The book fell open to a random page and the uppermost picture was of a jar of cookies, and my mind pulled me back towards that day spent, coated in flour and joy. My grandmother had tied my hair into long pigtails and I had been allowed to wear an apron for the first time of my life that day. Standing silently beside my grandma, I watched her soft, wrinkled hands perform magic and the room slowly filled with the tenderness of her hugs and the sound of our mingled laughter.

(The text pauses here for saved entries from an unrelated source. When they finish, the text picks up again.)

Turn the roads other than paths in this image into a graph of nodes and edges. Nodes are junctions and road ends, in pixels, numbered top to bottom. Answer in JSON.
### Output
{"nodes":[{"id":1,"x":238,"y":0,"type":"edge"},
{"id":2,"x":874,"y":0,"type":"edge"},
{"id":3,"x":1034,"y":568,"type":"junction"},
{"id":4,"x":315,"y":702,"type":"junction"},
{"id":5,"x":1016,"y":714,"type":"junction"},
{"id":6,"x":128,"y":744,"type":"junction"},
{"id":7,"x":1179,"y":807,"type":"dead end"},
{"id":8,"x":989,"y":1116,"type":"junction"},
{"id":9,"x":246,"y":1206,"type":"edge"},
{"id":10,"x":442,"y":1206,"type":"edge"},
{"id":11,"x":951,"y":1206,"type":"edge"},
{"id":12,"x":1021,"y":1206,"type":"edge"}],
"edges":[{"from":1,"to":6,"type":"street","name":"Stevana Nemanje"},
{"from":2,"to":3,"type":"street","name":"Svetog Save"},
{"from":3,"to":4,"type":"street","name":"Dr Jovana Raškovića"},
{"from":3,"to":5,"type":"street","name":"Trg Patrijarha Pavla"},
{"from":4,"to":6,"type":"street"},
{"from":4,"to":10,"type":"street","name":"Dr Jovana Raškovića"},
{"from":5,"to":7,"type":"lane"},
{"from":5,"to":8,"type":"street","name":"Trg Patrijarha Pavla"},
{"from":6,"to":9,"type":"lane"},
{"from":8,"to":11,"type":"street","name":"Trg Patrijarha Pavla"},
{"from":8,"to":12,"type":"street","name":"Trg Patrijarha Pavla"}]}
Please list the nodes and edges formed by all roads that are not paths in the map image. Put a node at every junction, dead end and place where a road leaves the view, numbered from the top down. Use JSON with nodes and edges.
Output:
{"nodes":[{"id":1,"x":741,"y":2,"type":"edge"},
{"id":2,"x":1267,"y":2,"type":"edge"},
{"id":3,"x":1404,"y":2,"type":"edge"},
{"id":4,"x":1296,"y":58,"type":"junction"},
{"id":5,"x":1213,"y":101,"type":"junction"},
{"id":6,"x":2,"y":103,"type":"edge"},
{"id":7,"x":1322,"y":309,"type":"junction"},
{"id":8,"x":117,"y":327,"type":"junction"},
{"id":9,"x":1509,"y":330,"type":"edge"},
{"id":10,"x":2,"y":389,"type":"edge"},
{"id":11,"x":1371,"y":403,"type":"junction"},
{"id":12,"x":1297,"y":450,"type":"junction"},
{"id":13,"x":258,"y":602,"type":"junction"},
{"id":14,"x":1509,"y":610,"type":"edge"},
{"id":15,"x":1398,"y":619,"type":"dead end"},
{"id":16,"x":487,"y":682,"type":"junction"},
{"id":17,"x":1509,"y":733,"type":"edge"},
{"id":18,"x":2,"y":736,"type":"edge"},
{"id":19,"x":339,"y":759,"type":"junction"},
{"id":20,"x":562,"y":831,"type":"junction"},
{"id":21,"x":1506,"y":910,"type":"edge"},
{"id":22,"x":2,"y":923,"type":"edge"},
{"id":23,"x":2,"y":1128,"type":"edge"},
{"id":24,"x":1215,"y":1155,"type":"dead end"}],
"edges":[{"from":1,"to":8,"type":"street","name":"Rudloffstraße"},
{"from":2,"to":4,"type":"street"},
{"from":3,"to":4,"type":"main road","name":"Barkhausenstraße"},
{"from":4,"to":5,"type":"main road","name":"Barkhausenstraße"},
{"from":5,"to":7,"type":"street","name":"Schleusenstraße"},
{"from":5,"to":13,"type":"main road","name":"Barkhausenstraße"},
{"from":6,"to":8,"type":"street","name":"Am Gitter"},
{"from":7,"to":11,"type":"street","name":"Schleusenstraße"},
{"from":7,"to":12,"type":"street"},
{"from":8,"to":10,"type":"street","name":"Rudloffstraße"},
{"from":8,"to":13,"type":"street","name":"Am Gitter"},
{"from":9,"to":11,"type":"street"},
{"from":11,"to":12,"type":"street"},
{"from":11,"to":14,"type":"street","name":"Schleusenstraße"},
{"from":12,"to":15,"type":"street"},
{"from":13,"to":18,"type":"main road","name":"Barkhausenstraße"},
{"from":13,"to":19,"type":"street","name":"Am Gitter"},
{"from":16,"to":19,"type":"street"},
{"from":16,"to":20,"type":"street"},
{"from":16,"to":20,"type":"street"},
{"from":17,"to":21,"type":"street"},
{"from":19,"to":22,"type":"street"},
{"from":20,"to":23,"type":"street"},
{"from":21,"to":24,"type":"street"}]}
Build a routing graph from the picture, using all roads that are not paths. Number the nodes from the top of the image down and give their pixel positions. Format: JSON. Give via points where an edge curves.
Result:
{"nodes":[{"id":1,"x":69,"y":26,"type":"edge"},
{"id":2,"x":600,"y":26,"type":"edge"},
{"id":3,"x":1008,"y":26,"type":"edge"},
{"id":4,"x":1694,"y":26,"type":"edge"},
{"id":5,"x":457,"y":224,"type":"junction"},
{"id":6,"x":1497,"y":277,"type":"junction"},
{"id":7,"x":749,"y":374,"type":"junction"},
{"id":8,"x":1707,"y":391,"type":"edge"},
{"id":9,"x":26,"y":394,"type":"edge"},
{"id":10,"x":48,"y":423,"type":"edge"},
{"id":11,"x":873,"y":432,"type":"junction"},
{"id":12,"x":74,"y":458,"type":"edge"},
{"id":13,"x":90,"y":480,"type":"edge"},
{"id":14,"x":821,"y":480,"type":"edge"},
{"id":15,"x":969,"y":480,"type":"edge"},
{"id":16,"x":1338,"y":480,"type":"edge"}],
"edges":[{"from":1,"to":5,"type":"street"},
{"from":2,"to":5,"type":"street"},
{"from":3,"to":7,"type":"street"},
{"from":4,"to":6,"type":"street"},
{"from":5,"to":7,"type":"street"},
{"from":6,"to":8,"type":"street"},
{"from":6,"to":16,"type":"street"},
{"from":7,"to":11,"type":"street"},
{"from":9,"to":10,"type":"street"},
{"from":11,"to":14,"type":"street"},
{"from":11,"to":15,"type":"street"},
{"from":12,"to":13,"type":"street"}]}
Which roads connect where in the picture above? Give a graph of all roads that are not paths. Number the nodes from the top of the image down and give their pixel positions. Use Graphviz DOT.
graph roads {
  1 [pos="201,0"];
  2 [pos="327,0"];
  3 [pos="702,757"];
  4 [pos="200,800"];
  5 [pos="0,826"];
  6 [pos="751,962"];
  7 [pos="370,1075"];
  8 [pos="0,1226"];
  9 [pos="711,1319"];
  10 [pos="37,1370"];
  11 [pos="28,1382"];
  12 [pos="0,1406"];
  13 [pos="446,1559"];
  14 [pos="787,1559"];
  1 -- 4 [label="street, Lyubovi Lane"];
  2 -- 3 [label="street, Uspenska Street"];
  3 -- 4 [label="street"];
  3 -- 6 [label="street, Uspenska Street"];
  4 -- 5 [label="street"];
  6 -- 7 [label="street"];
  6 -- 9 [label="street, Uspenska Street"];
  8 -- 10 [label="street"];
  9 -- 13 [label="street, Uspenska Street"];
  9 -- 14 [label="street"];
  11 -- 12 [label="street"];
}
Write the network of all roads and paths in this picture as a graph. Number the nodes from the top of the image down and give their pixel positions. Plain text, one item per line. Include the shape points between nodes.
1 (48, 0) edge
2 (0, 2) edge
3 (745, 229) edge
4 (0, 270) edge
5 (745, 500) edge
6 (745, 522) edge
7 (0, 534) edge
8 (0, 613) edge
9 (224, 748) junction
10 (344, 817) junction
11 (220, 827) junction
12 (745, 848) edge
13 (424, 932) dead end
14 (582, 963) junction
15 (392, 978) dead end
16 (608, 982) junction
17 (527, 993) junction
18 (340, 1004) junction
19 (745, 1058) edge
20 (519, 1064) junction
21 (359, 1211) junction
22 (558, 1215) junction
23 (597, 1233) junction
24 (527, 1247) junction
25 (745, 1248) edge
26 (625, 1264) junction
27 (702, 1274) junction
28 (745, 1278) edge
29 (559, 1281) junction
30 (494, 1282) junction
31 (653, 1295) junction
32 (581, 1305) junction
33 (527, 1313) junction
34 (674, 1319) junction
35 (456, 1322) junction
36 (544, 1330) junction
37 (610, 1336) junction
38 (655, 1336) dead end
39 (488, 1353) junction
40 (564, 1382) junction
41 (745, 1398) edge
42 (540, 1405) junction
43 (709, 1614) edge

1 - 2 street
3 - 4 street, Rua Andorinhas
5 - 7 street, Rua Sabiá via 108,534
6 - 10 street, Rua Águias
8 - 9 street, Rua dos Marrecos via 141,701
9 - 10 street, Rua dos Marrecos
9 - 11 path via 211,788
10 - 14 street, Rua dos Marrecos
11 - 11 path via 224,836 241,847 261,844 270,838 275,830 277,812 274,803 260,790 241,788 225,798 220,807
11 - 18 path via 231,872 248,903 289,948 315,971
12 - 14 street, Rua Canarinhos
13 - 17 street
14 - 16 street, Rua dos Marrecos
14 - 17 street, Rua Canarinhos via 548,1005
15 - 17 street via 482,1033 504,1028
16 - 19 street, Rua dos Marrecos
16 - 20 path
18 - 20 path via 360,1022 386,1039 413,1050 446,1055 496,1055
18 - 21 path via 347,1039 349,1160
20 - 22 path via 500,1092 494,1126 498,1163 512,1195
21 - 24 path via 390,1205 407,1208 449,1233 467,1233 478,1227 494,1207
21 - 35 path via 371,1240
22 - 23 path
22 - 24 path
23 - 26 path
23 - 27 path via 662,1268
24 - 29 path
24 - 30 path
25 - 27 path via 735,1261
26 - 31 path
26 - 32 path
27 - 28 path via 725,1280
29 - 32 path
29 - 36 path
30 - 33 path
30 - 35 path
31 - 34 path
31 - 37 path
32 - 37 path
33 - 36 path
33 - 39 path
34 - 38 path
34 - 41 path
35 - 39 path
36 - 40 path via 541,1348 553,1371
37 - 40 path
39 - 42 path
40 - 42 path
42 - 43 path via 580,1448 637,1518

The image of a locket clasped in my tiny hand, on the next page, brought back a vivid memory of a day spent in anticipation and forlorn emptiness. My fifth birthday saw me waking up to disappointment; my mother was not at home. The morning passed away with me standing by the window, clutching the window sill, hopeless with worry and anxiety. Who’d kiss my forehead before the party began, and who would bring the cake? That leap of excitement I took when my mother finally emerged through the doors was talked about for days in my family. I bounded into her arms and went giddy with excitement when I saw that she had a present, as well as a cake in her hands. Setting both aside, she picked me up, face alight with a rapture I’ve seen only on mothers. The locket she gave me that day is still with me, probably having gathered dust by now, lying around in some corner I had never bothered to notice.
I kept turning the pages, my eyes now hungry for something, anything, which might spark up the emotions I hadn’t been through since long. The book fell open to a snap of me in costume, standing on stage in a long line of kids, all bowing down after the play as the audience stood up, applauding. I wondered what was so special about that day, considering how I had messed up the lines, pushed a kid and basically ruined all chances of me ever getting up on stage again. Yet, my father had walked up to me after the play, a proud grin showing on his face, never letting on for a single second that I had slipped, that I had not been good enough. That ice-cream after the show hadn’t meant much then, but now, it seems to speak volumes. It tells me that whatever I do, as long as it’s the best I can do, will always be appreciated and accepted.
I shut the album and thought about all the recent fights I had been getting into. Mental battles with suppressed feelings and hidden meanings. A snide comment here and a mocking grin there and how this had led to such a void in my relationship with the people who matter in life. I looked at my phone, buzzing with notifications, and the person I had become, lifeless and drained and apathetic, with a noose tied around my neck. I glanced back at the album, which had somehow evoked as much as it had left unsaid. I closed my eyes, leaned my head against the window, and tried desperately to cling to my past life for a few more seconds.